Take every line from the listing below that contains "view".

### Input data
++++++
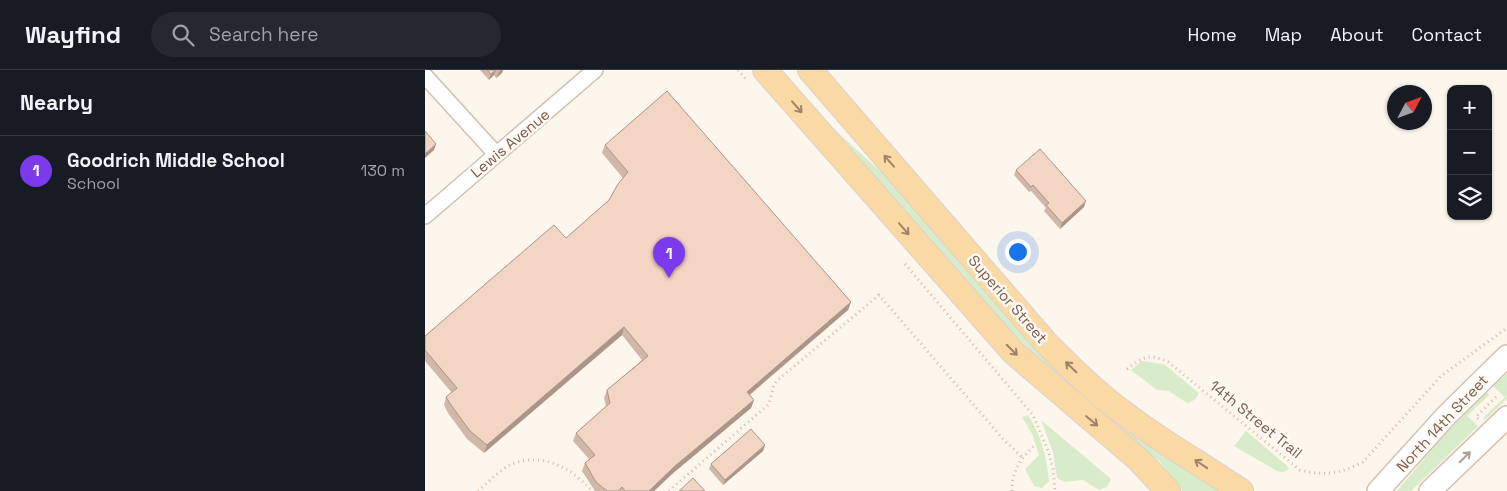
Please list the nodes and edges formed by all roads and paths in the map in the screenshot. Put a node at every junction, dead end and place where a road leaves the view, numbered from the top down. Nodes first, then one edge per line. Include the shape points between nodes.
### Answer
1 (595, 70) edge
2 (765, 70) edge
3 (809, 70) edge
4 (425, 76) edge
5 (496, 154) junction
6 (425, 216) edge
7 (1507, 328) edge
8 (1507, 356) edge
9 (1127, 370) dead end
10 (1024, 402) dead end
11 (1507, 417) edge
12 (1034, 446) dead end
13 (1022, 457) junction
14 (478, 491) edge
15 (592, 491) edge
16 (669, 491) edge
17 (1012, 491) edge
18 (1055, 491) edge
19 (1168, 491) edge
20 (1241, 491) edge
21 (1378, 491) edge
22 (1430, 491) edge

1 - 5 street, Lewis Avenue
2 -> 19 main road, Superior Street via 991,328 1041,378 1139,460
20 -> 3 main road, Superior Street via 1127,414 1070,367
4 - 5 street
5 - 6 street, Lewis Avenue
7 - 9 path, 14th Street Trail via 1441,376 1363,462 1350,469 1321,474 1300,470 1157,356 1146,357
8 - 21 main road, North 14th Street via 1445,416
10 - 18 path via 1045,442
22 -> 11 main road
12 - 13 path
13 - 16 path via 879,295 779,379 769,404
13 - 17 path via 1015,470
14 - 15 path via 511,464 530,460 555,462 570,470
++++++
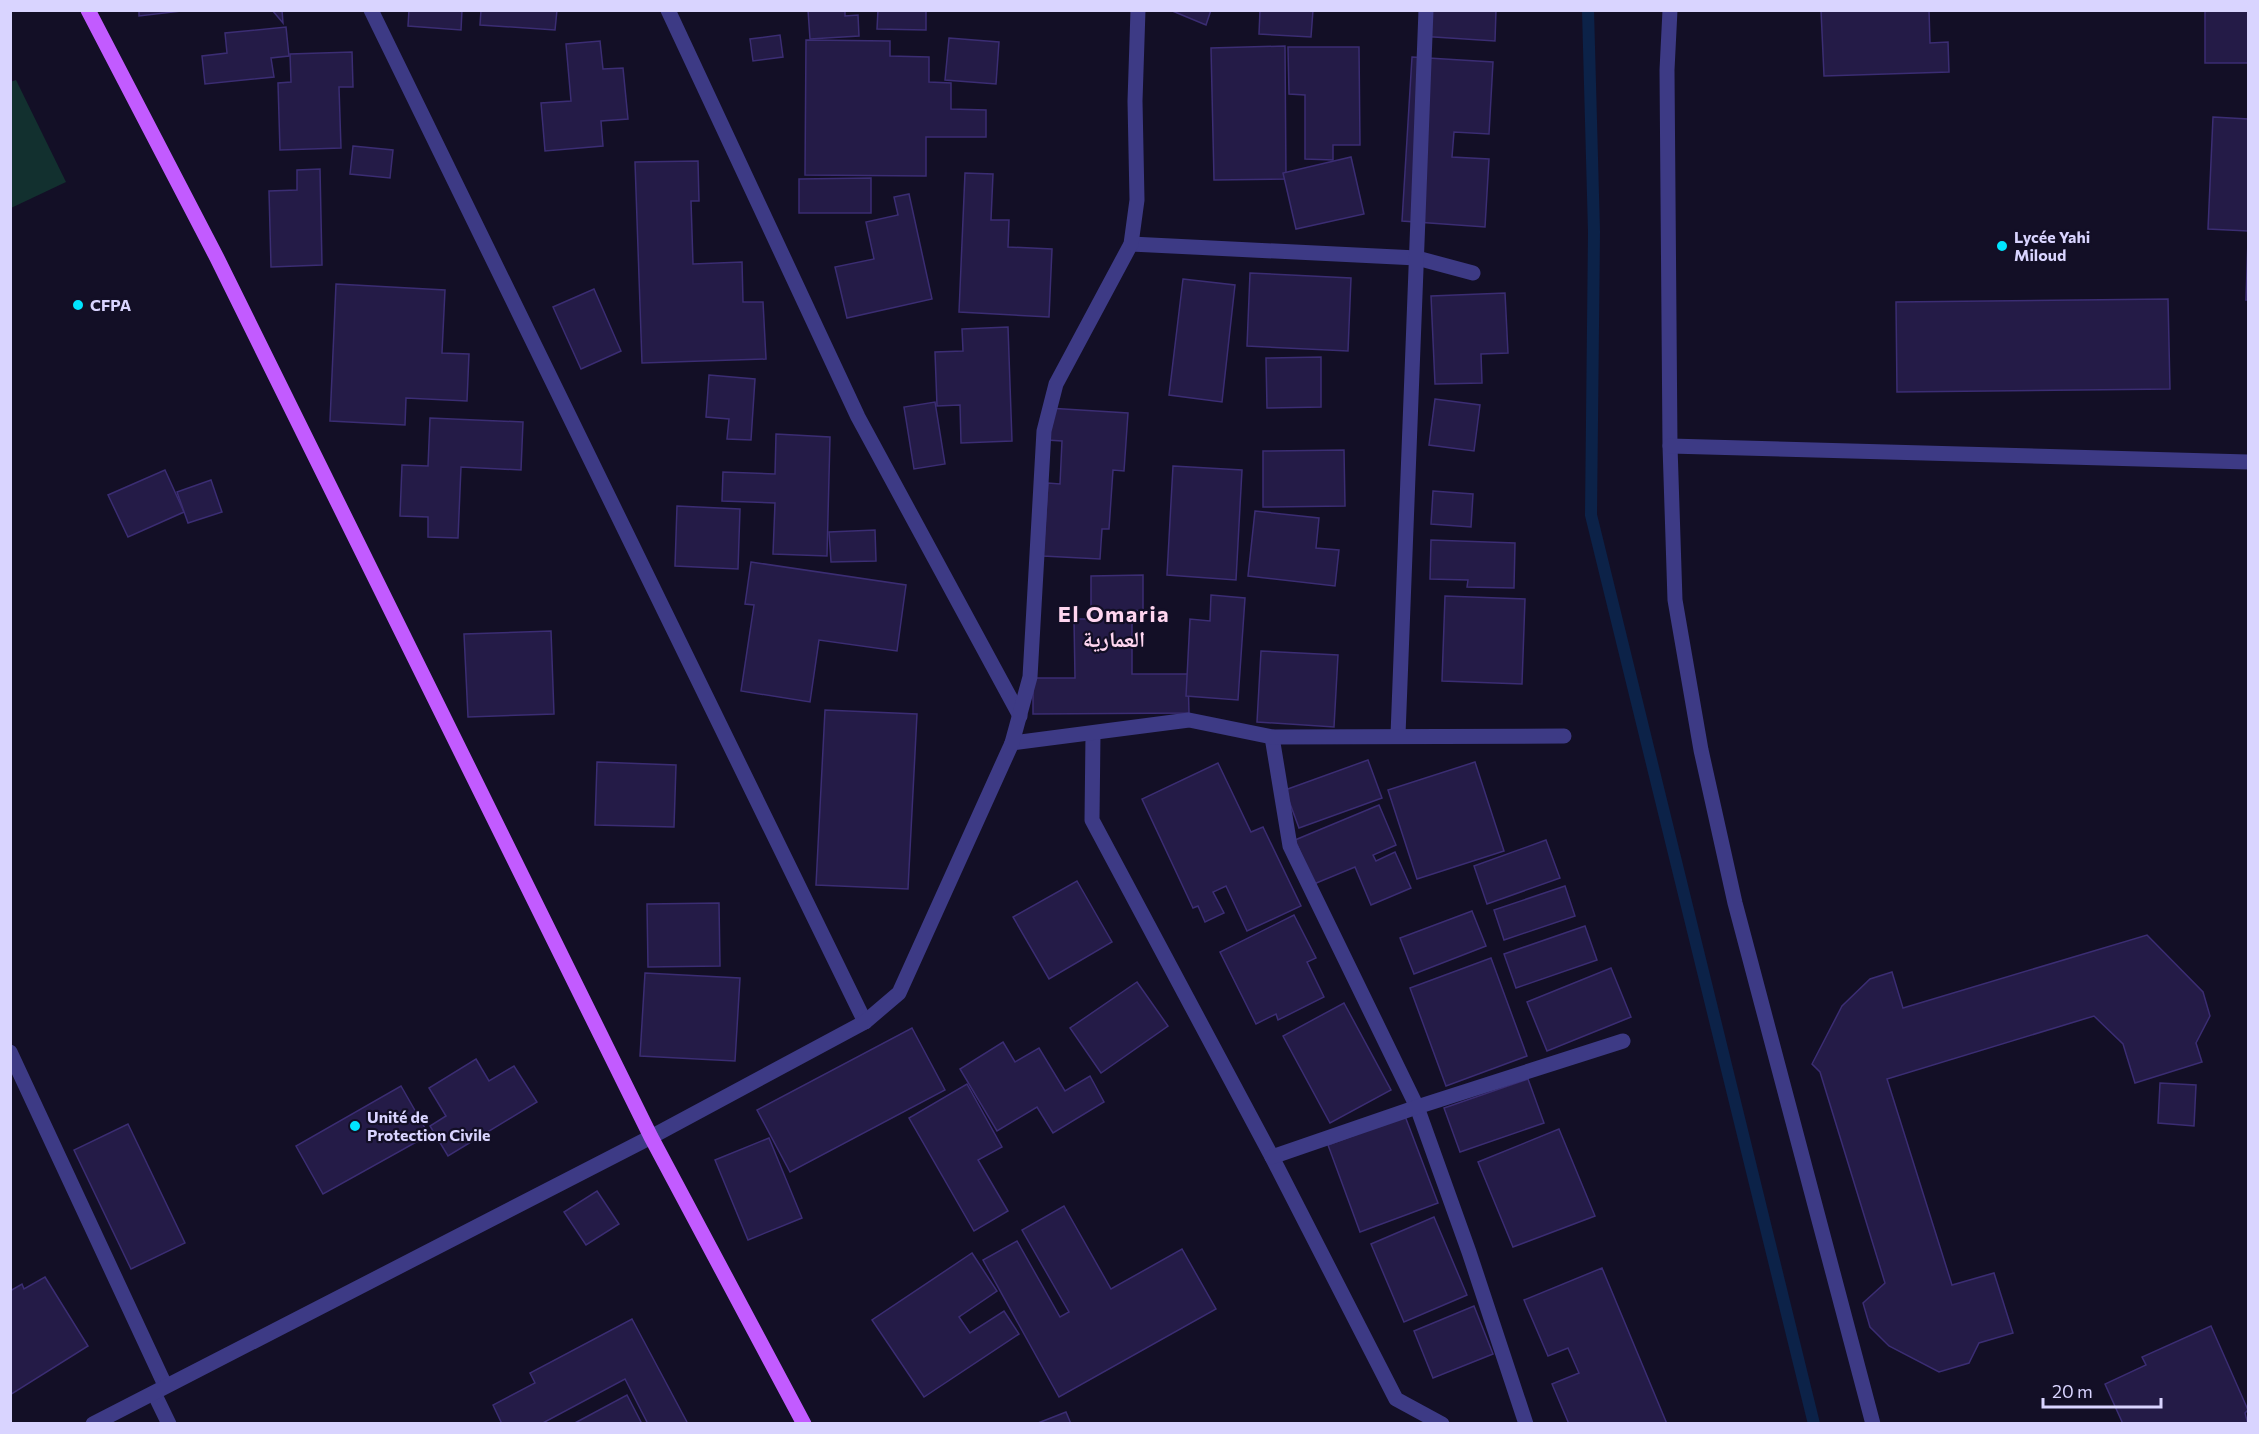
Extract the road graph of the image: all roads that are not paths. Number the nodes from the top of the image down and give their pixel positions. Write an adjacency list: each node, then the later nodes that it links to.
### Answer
++++++
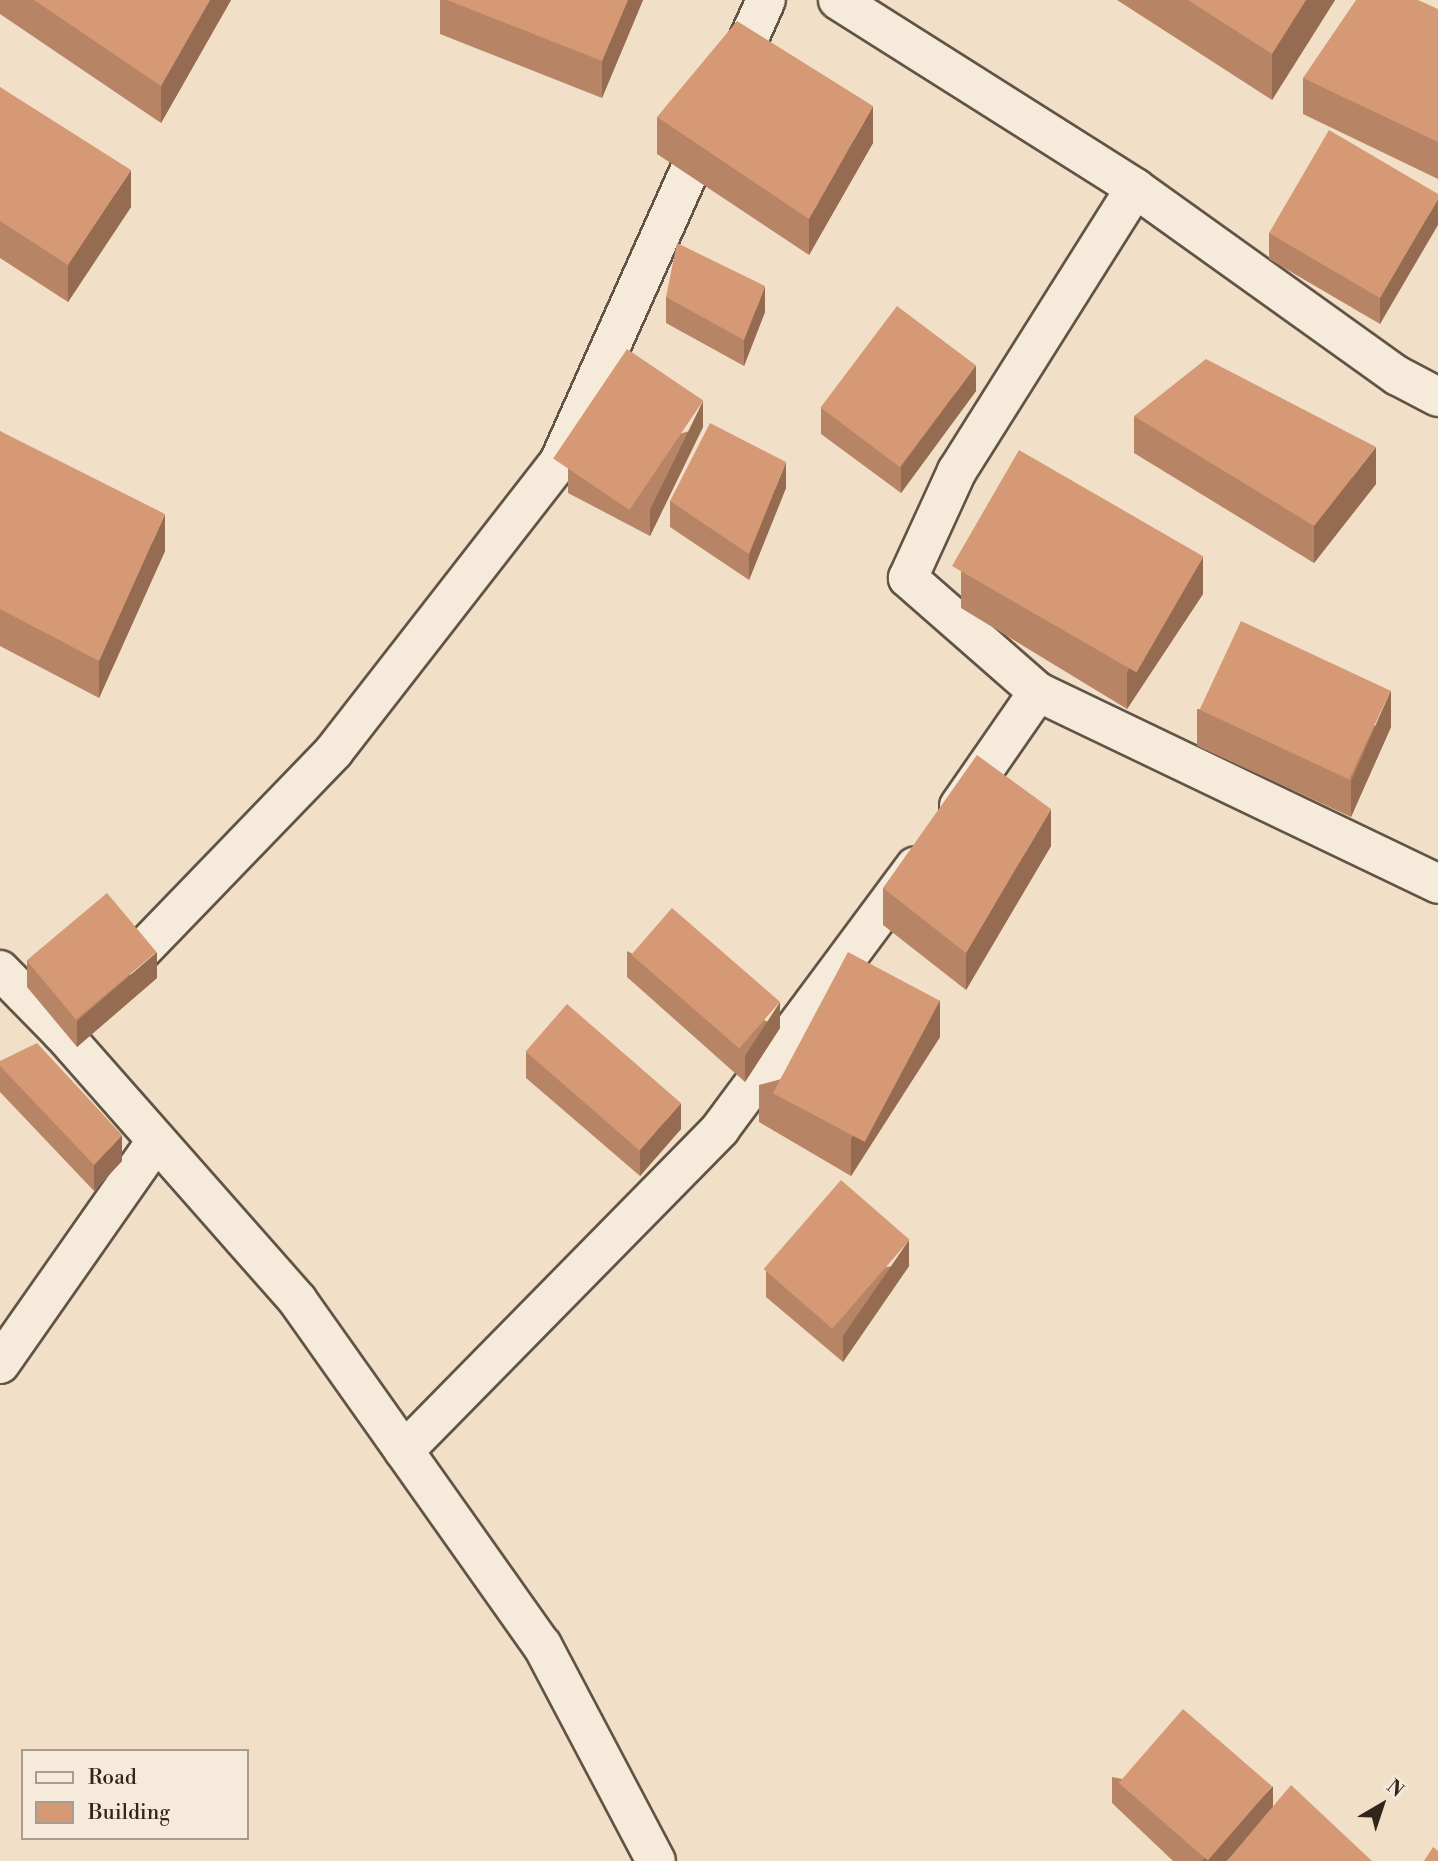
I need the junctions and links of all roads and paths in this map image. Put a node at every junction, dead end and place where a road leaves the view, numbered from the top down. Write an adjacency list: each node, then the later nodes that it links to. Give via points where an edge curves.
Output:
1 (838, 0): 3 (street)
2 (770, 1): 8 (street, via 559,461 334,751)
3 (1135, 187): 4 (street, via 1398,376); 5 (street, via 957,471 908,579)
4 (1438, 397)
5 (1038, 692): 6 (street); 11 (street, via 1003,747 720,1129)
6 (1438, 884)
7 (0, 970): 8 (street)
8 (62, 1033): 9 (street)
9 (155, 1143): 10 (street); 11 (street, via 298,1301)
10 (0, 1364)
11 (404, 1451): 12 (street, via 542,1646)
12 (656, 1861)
++++++
### Solution below
Please list the nodes and edges formed by all roads and paths in the map in the screenshot. Put a node at every junction, dead end and place where a road leaves the view, numbered from the top down. Nodes first, then one edge per line. Include the shape points between nodes.
I need the junctions and links of all roads and paths in this map image. Put a node at every junction, dead end and place where a road leaves the view, numbered from the top down. Write an adjacency list: each node, then the later nodes that it links to. Give via points where an edge curves.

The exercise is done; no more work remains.